An at-home option exists as well. The OraQuick HIV Self-Test uses an oral swab and gives results in about 20 minutes. It’s an antibody test, so it has a wider detection window and won’t catch very recent infections. Any positive result from a home test needs to be confirmed with a follow-up lab test.

If you test positive for HIV, your provider will then order a CD4 count and a viral load test to determine how far the infection has progressed. The viral load measures how much virus is circulating in your blood. A high viral load means the virus is actively replicating, your immune system is under pressure, and you’re at greater risk of progressing to AIDS.

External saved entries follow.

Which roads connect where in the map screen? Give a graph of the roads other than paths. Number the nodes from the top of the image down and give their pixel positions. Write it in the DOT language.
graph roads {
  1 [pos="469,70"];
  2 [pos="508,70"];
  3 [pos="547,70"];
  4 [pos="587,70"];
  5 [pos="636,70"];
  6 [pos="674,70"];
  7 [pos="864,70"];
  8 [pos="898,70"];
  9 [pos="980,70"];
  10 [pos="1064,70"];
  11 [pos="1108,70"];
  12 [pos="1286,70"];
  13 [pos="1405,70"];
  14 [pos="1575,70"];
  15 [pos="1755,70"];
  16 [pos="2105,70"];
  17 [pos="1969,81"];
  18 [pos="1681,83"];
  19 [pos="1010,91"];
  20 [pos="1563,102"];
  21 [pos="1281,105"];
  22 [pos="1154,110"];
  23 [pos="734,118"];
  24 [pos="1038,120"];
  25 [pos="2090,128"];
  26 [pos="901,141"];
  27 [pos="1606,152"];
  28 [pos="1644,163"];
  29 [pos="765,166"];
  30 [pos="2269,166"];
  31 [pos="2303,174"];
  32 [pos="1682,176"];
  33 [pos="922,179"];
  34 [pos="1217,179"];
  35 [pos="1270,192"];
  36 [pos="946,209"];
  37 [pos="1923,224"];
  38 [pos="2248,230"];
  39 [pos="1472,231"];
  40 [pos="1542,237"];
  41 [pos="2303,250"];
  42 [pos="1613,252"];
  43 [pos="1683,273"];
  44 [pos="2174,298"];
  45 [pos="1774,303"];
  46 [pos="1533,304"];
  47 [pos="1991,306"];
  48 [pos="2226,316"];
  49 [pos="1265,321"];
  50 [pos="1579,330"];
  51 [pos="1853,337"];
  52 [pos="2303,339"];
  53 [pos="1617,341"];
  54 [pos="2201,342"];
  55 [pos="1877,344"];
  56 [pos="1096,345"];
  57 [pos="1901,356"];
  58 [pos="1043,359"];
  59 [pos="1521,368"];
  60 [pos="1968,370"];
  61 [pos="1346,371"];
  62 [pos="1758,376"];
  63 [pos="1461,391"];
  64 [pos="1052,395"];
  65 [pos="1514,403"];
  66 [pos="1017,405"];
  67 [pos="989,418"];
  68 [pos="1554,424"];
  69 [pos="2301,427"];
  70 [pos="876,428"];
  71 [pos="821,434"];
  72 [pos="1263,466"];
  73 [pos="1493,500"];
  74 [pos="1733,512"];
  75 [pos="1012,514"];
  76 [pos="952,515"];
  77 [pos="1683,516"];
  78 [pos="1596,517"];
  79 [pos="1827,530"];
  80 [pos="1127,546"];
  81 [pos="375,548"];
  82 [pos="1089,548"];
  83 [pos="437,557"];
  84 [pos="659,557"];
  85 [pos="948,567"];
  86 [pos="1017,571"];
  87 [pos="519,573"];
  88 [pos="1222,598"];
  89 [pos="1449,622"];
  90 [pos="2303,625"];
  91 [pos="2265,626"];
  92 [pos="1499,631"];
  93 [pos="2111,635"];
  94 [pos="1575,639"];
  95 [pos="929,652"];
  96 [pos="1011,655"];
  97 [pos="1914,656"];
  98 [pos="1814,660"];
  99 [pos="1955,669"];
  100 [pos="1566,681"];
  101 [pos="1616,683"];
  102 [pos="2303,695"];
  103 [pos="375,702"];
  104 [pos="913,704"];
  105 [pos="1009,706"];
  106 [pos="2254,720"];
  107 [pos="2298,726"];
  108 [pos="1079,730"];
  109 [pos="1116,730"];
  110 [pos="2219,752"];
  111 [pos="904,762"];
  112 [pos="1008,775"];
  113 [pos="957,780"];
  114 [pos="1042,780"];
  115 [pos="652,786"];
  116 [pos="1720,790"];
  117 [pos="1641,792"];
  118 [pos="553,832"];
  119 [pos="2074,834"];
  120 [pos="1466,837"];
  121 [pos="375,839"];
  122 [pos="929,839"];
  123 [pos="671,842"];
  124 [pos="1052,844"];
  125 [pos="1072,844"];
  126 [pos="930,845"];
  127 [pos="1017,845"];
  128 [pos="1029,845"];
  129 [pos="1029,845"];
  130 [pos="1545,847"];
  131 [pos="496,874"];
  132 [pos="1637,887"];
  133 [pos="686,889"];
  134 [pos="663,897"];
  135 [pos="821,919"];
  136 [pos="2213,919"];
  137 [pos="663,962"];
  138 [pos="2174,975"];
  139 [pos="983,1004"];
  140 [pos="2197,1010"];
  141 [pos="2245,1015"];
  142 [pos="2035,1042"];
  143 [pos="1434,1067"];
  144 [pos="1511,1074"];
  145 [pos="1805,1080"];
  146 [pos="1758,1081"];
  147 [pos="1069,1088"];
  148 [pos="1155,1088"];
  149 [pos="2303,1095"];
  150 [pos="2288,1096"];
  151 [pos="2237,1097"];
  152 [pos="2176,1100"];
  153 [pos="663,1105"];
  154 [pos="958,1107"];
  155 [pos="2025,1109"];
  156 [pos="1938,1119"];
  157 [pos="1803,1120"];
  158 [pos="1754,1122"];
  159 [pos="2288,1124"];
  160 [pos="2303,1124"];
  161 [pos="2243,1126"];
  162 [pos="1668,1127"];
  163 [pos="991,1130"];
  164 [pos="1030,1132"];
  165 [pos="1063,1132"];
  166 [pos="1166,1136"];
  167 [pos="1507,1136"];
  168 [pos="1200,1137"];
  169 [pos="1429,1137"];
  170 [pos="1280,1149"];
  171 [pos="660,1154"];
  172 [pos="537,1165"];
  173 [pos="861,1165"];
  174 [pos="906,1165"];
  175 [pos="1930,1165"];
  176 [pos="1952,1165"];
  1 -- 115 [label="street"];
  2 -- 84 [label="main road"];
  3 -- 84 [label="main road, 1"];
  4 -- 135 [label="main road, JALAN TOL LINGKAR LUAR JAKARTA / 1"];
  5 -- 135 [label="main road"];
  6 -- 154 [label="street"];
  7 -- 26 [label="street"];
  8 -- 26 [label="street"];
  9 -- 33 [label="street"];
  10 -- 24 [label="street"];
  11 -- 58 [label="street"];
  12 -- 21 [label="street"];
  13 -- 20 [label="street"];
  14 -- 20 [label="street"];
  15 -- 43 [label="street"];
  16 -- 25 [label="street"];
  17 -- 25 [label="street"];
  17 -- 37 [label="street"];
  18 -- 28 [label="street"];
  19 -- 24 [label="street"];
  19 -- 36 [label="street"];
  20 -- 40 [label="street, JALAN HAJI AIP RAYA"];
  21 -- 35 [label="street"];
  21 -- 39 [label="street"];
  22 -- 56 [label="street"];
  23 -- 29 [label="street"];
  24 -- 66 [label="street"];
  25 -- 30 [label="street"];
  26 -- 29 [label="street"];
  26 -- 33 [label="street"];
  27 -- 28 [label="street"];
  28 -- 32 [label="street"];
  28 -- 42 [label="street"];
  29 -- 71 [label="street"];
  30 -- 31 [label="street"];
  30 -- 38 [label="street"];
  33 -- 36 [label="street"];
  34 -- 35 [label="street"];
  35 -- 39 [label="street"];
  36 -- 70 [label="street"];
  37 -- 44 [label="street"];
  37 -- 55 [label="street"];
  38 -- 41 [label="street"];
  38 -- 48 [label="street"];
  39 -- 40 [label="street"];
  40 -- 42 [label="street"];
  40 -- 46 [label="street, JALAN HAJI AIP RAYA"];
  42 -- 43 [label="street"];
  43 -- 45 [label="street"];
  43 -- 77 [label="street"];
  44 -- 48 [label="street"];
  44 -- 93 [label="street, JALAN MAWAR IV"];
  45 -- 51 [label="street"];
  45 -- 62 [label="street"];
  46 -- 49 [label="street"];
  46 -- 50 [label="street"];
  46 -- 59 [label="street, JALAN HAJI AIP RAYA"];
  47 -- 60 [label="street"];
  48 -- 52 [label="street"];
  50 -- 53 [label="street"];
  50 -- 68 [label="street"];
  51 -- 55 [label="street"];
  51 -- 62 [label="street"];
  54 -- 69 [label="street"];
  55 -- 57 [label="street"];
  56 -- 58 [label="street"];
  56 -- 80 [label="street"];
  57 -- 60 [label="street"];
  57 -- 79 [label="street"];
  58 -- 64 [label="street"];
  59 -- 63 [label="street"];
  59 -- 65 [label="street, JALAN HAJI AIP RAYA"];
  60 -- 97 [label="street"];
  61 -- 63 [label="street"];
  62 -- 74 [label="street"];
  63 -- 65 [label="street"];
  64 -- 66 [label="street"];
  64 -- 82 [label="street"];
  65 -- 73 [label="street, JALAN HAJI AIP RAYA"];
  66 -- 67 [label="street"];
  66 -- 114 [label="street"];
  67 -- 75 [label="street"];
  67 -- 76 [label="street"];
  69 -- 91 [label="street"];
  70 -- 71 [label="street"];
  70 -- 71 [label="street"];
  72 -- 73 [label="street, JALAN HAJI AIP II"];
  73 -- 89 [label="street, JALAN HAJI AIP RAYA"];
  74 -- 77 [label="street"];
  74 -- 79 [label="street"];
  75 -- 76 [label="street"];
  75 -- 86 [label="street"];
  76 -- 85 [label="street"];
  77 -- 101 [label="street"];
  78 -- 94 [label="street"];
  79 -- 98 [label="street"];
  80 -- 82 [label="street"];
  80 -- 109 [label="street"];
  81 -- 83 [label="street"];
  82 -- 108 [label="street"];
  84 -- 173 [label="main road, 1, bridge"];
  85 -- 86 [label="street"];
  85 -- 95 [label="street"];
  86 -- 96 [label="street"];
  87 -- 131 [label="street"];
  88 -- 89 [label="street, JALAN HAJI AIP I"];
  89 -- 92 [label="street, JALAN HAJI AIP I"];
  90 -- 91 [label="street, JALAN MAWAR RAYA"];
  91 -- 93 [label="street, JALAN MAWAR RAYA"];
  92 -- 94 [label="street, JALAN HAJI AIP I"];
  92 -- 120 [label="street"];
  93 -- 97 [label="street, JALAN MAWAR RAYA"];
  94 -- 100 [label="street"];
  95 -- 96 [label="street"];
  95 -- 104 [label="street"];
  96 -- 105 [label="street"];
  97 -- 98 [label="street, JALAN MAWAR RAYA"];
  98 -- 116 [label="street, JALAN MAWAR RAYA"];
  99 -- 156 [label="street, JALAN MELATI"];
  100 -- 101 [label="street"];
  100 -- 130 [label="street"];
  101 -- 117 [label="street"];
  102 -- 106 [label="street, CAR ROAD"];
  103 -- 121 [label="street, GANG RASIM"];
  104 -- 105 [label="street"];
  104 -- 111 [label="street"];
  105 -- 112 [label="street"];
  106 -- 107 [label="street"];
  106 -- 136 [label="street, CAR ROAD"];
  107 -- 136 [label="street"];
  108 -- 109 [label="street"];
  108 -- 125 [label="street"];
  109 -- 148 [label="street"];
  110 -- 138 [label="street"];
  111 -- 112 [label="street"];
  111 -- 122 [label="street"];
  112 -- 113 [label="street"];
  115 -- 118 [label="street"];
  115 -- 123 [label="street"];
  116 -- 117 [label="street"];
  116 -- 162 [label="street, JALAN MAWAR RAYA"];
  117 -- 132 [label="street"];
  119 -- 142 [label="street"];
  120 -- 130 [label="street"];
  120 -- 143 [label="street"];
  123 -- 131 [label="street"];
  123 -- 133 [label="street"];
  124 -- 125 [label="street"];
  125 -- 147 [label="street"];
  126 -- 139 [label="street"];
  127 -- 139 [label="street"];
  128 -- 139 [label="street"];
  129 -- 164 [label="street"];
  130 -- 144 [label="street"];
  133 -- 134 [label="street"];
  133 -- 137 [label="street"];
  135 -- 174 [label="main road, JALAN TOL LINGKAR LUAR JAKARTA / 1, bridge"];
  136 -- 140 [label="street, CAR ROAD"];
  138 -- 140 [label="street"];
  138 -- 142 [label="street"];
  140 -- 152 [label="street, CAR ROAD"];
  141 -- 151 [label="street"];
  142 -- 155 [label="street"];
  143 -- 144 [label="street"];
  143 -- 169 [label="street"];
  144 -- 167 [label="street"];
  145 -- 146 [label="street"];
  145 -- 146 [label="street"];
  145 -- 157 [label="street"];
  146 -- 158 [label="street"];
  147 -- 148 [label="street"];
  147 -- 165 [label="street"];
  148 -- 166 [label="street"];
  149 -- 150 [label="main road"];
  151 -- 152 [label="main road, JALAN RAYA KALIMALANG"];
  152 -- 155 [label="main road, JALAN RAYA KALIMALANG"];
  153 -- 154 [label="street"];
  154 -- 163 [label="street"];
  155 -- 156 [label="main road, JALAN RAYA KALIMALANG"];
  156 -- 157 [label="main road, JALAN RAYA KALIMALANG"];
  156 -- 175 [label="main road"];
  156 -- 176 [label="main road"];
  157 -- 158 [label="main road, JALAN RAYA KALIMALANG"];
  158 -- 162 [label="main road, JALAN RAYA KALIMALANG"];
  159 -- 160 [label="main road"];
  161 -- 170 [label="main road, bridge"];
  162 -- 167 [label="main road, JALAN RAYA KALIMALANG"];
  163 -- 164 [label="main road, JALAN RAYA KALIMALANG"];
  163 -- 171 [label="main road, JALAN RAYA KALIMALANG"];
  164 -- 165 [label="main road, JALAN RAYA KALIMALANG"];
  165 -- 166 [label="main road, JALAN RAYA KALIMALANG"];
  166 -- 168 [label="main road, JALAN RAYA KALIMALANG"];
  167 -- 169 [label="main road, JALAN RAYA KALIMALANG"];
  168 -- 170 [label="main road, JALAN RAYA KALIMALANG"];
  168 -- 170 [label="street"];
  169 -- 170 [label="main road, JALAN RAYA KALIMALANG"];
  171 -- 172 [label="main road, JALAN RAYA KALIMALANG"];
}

How Long HIV Takes to Become AIDS

Without treatment, HIV typically progresses to AIDS in 10 to 15 years, according to the World Health Organization. Some people progress faster, within 5 to 10 years, while a small number called long-term nonprogressors can go even longer without reaching that threshold. The speed depends on factors like your genetics, overall health, and how much virus your body is carrying.

The critical point is that this timeline only applies to untreated HIV. With modern antiretroviral therapy, most people never progress to AIDS at all. Treatment suppresses the virus to undetectable levels, allowing the immune system to recover and CD4 counts to climb back up. Even people diagnosed after their CD4 count has already fallen can see significant immune rebuilding once they start treatment.

What an AIDS Diagnosis Means Today

An AIDS diagnosis is serious, but it is no longer the death sentence it was in the 1980s and 1990s. People who start treatment even with very low CD4 counts can expect decades of additional life. Research published in The Lancet found that a 40-year-old man who began treatment after 2015 with a CD4 count below 50 (far into AIDS territory) could expect roughly 24 more years of life. For women in the same situation, the estimate was about 25 years. These numbers continue to improve as treatments advance.

The gap between those who start treatment early and those who start late remains significant, though. People diagnosed with HIV before their immune system is badly damaged have a life expectancy approaching that of the general population. This is why early testing is so valuable, even if you feel fine.

Once treatment brings the viral load down to undetectable levels, something remarkable happens. A person with an undetectable viral load has zero risk of transmitting HIV to sexual partners. The CDC has confirmed this through large-scale studies, and it’s the basis of the widely recognized principle: undetectable equals untransmittable.

Getting Tested Is the Only Way to Know

If you’re reading this because you’re worried you might have AIDS, the most important thing to understand is that no checklist of symptoms can replace a blood test. Many of the symptoms associated with AIDS overlap with dozens of other conditions. The only reliable path is to get an HIV test, and if it’s positive, to get your CD4 count and viral load measured.

Free and low-cost testing is available at most health departments, community clinics, and many pharmacies. You can also order the OraQuick self-test online or pick it up at a drugstore without a prescription. Results from a lab-based antigen/antibody test drawn from a vein offer the best combination of speed and accuracy, typically detecting HIV within 18 to 45 days of exposure.